* AIM OF THE EXERCISE:
The reply must reproduce each line below exactly.

Collection entries
——

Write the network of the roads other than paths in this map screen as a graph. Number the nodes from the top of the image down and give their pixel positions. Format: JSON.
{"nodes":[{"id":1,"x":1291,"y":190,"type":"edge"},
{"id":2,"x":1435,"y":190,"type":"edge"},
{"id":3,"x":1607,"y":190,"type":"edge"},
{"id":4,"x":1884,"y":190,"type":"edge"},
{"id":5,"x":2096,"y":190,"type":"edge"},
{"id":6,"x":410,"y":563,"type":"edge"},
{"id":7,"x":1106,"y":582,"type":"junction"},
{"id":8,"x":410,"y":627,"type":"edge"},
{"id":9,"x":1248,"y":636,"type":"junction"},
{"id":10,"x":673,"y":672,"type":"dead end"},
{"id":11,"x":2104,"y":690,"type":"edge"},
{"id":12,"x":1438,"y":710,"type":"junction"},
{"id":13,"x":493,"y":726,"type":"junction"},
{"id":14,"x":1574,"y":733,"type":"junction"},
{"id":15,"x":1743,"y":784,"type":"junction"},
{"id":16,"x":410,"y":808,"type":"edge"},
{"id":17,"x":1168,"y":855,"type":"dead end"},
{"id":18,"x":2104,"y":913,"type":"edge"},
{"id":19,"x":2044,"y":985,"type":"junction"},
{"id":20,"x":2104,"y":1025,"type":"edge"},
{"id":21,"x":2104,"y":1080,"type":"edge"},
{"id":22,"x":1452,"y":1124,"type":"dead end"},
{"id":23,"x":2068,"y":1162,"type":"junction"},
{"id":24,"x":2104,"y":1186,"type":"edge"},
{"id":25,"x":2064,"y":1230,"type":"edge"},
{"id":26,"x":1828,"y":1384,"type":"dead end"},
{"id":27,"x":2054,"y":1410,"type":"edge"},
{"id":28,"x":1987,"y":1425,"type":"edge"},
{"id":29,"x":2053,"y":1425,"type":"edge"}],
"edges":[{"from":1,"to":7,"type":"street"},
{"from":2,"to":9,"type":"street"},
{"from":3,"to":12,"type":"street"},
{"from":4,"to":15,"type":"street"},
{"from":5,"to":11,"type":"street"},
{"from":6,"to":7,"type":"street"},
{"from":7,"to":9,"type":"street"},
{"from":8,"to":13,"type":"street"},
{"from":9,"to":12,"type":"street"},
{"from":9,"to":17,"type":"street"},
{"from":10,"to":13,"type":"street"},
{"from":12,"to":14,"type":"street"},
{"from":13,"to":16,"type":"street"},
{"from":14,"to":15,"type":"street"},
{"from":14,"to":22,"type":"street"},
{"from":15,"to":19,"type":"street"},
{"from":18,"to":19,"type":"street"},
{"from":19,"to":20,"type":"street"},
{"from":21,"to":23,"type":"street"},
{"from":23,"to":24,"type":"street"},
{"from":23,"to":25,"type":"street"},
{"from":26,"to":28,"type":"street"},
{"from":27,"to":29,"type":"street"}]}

——

* ANSWER TO THE PROBLEM:
Write the network of the roads other than paths in this map screen as a graph. Number the nodes from the top of the image down and give their pixel positions. Format: JSON.
{"nodes":[{"id":1,"x":1291,"y":190,"type":"edge"},
{"id":2,"x":1435,"y":190,"type":"edge"},
{"id":3,"x":1607,"y":190,"type":"edge"},
{"id":4,"x":1884,"y":190,"type":"edge"},
{"id":5,"x":2096,"y":190,"type":"edge"},
{"id":6,"x":410,"y":563,"type":"edge"},
{"id":7,"x":1106,"y":582,"type":"junction"},
{"id":8,"x":410,"y":627,"type":"edge"},
{"id":9,"x":1248,"y":636,"type":"junction"},
{"id":10,"x":673,"y":672,"type":"dead end"},
{"id":11,"x":2104,"y":690,"type":"edge"},
{"id":12,"x":1438,"y":710,"type":"junction"},
{"id":13,"x":493,"y":726,"type":"junction"},
{"id":14,"x":1574,"y":733,"type":"junction"},
{"id":15,"x":1743,"y":784,"type":"junction"},
{"id":16,"x":410,"y":808,"type":"edge"},
{"id":17,"x":1168,"y":855,"type":"dead end"},
{"id":18,"x":2104,"y":913,"type":"edge"},
{"id":19,"x":2044,"y":985,"type":"junction"},
{"id":20,"x":2104,"y":1025,"type":"edge"},
{"id":21,"x":2104,"y":1080,"type":"edge"},
{"id":22,"x":1452,"y":1124,"type":"dead end"},
{"id":23,"x":2068,"y":1162,"type":"junction"},
{"id":24,"x":2104,"y":1186,"type":"edge"},
{"id":25,"x":2064,"y":1230,"type":"edge"},
{"id":26,"x":1828,"y":1384,"type":"dead end"},
{"id":27,"x":2054,"y":1410,"type":"edge"},
{"id":28,"x":1987,"y":1425,"type":"edge"},
{"id":29,"x":2053,"y":1425,"type":"edge"}],
"edges":[{"from":1,"to":7,"type":"street"},
{"from":2,"to":9,"type":"street"},
{"from":3,"to":12,"type":"street"},
{"from":4,"to":15,"type":"street"},
{"from":5,"to":11,"type":"street"},
{"from":6,"to":7,"type":"street"},
{"from":7,"to":9,"type":"street"},
{"from":8,"to":13,"type":"street"},
{"from":9,"to":12,"type":"street"},
{"from":9,"to":17,"type":"street"},
{"from":10,"to":13,"type":"street"},
{"from":12,"to":14,"type":"street"},
{"from":13,"to":16,"type":"street"},
{"from":14,"to":15,"type":"street"},
{"from":14,"to":22,"type":"street"},
{"from":15,"to":19,"type":"street"},
{"from":18,"to":19,"type":"street"},
{"from":19,"to":20,"type":"street"},
{"from":21,"to":23,"type":"street"},
{"from":23,"to":24,"type":"street"},
{"from":23,"to":25,"type":"street"},
{"from":26,"to":28,"type":"street"},
{"from":27,"to":29,"type":"street"}]}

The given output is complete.